## TASK TO CARRY OUT
Find the count of lines in the material below that include the word "pixel". State nothing but that number.

## INPUT FOR THIS TASK
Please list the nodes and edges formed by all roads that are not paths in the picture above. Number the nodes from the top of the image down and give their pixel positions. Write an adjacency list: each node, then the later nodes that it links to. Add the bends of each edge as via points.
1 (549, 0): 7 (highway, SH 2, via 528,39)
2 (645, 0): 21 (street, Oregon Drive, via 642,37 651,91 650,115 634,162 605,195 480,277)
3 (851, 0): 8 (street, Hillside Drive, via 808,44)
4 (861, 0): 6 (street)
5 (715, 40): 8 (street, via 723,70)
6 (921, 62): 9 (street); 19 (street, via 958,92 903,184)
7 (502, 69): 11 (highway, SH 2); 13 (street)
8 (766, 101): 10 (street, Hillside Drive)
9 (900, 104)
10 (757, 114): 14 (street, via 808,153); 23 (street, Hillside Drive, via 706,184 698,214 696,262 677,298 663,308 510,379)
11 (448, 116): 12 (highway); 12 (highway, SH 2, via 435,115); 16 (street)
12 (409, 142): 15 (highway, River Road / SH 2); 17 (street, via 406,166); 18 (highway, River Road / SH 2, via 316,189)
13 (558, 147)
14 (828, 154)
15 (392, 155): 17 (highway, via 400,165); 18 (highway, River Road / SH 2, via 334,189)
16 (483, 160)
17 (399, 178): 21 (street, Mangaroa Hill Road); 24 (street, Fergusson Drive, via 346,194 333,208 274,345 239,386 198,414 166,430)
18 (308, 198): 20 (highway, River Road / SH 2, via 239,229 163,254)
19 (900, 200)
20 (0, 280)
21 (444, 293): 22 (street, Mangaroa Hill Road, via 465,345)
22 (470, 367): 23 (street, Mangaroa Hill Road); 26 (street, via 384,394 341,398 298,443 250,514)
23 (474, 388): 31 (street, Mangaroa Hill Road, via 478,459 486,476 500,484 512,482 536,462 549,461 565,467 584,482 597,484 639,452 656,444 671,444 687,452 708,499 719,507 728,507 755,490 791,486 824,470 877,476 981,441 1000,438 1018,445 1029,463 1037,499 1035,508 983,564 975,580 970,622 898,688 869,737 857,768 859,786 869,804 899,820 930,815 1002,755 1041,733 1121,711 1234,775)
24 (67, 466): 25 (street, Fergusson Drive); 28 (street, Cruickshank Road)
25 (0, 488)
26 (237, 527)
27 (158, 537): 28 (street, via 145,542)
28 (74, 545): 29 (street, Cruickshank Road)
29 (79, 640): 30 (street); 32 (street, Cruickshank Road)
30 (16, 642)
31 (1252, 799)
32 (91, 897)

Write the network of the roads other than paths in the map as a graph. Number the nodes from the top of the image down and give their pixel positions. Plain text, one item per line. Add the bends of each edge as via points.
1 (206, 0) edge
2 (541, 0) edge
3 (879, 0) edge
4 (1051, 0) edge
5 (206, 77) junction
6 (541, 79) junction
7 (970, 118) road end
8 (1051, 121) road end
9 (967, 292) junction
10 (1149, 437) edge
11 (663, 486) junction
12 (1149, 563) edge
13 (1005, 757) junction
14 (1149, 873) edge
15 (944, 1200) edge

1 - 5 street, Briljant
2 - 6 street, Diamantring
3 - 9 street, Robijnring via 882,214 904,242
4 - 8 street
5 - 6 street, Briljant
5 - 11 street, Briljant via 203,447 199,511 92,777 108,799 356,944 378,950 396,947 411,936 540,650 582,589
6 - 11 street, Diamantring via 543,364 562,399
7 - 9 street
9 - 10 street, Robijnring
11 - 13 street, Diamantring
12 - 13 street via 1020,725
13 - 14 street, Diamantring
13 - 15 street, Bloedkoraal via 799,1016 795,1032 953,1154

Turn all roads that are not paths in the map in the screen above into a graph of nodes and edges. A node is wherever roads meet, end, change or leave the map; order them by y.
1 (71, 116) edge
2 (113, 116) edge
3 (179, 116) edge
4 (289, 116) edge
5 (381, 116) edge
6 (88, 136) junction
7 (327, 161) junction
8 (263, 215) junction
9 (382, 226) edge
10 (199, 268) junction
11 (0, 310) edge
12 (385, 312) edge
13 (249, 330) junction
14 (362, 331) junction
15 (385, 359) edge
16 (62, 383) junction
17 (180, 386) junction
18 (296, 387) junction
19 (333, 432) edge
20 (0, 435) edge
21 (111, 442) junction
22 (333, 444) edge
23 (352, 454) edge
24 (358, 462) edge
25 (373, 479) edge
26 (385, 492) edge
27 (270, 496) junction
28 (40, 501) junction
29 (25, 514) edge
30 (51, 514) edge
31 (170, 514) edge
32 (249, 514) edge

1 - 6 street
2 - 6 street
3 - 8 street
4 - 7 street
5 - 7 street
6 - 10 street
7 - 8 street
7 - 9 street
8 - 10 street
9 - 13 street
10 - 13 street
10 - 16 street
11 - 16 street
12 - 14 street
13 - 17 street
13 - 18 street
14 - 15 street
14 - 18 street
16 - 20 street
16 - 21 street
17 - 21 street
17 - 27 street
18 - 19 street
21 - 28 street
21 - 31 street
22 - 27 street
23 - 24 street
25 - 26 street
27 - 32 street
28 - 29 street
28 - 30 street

## OUTPUT OF THE EXERCISE
2